Веселый был разговор. Три с половиной часа. Я думаю, ну хоть бы в сортир пошел — не идет. Представляете, что я мог передумать за эти три с половиной часа? Сперва я театр спасал, думаю, как же так все-таки, потом: может, послать его на три буквы и уйти. Думаю, пошлешь, сразу посадят тут же под белы ручки. Потом я понял, что это бесполезно, потому что сидит орангутанг, а клетки нет. Полное впечатление, что он глаз может вынуть совершенно запросто — и выбросит. Так же было. Ему принесли проект здания ТАСС, которое стоит на Никитской. Он архитектора не пустил, а принесла макет его охрана. Он состоял из двух частей — одна, а на ней еще ставится другая, они одну часть поставили, а вторую забыли поставить. Он посмотрел и говорит:
— Ну вот так пусть и строят.
— Виктор Васильевич, извините, вот тут еще одну штучку надо.
— Не надо!
Так и построили. Вынесли архитектору, говорят вот так будете строить. Тот как увидел — и с ним инфаркт.
А теперь говорят:
— Застой был, период застоя…
* * *
И вчера на передаче по телевидению спросил меня Капица:
— А что вашему театру теперь делать? Ведь вы всегда работали на подтекстах, на этой фиге в кармане, и зал ее очень остро воспринимал. А вот сейчас что вам делать? — но он это благородно говорил, Сергей Петрович, доброжелательно.

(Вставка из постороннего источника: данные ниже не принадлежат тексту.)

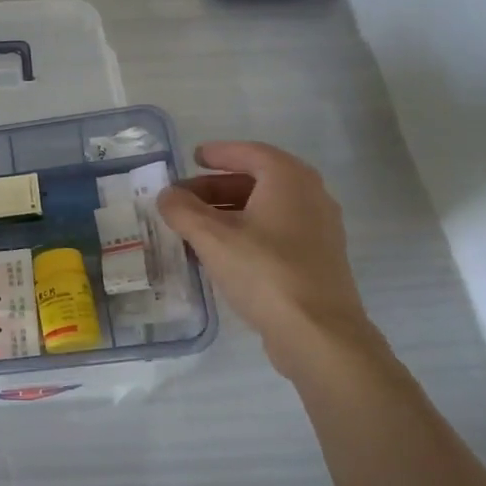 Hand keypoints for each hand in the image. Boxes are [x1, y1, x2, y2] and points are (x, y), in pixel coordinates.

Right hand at [157, 141, 377, 375]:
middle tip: (183, 198)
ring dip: (229, 211)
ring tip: (195, 227)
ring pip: (266, 208)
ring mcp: (318, 229)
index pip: (250, 152)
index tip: (193, 157)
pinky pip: (276, 231)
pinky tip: (222, 253)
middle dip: (217, 186)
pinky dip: (247, 231)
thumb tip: (167, 195)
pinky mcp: (317, 259)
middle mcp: (310, 196)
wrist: (318, 333)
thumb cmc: (264, 272)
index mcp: (289, 179)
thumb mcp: (211, 237)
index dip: (219, 153)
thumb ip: (182, 210)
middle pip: (257, 180) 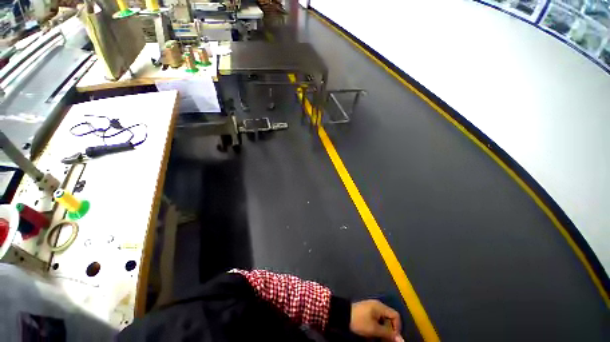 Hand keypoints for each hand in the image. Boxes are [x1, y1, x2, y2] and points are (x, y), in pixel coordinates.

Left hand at [350, 300, 402, 341]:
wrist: (343, 315)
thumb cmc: (359, 321)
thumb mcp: (374, 329)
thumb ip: (388, 334)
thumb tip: (402, 340)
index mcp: (380, 306)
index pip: (396, 316)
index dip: (397, 328)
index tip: (393, 338)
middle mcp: (377, 305)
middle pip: (390, 318)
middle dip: (390, 330)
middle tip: (385, 340)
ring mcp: (372, 308)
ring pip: (384, 320)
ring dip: (383, 330)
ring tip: (379, 337)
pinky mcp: (367, 311)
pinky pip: (377, 320)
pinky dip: (378, 327)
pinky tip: (373, 334) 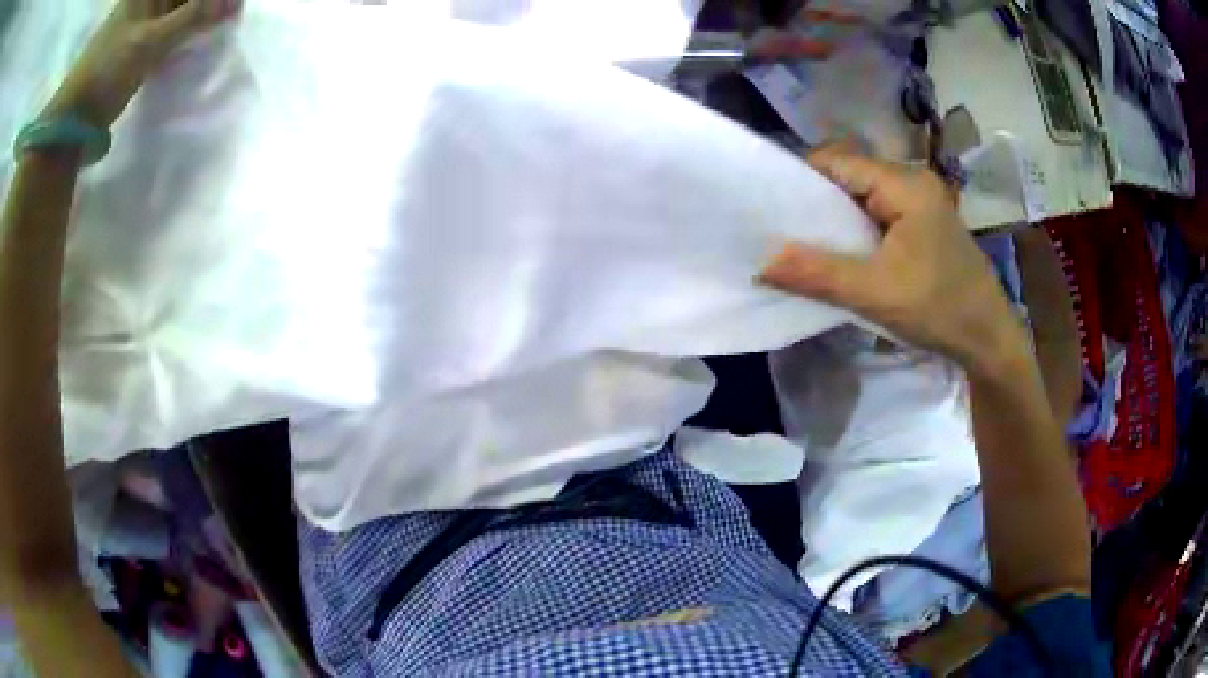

Я говорю: Сергей Петрович, мы никогда этим не занимались. И это я сказал и Гришину.
И потом Сергей Петрович меня спрашивает:
— Ну, какие вы ближайшие вещи хотите делать?
Я говорю:
— «Собачье сердце» вы все читали?
— Да.
— Откройте парадные для начала. Чтоб у людей два выхода было. И еще сделайте, чтоб можно было свободно приехать и уехать — конвенции же все подписаны. Я три раза говорил, как я встречался с Александром Исаевичем, и мне все время это вырезают, и в «Пятом колесе», и везде; когда меня спрашивают: «Где вы сейчас?» — я говорю: «В Израиле, в Иерусалиме живу», — никогда этого не пропускают. Так что и сейчас у вас вырежут половину из этой передачи. Поэтому чего вы считаете, что у вас ренессанс? Пока у вас только Россинант… Но если вы сейчас вырежете про Солженицына все опять — там директор был объединения — то я соберу пресс-конференцию, как иностранец, и скажу, что здесь цензура по-прежнему работает очень сурово.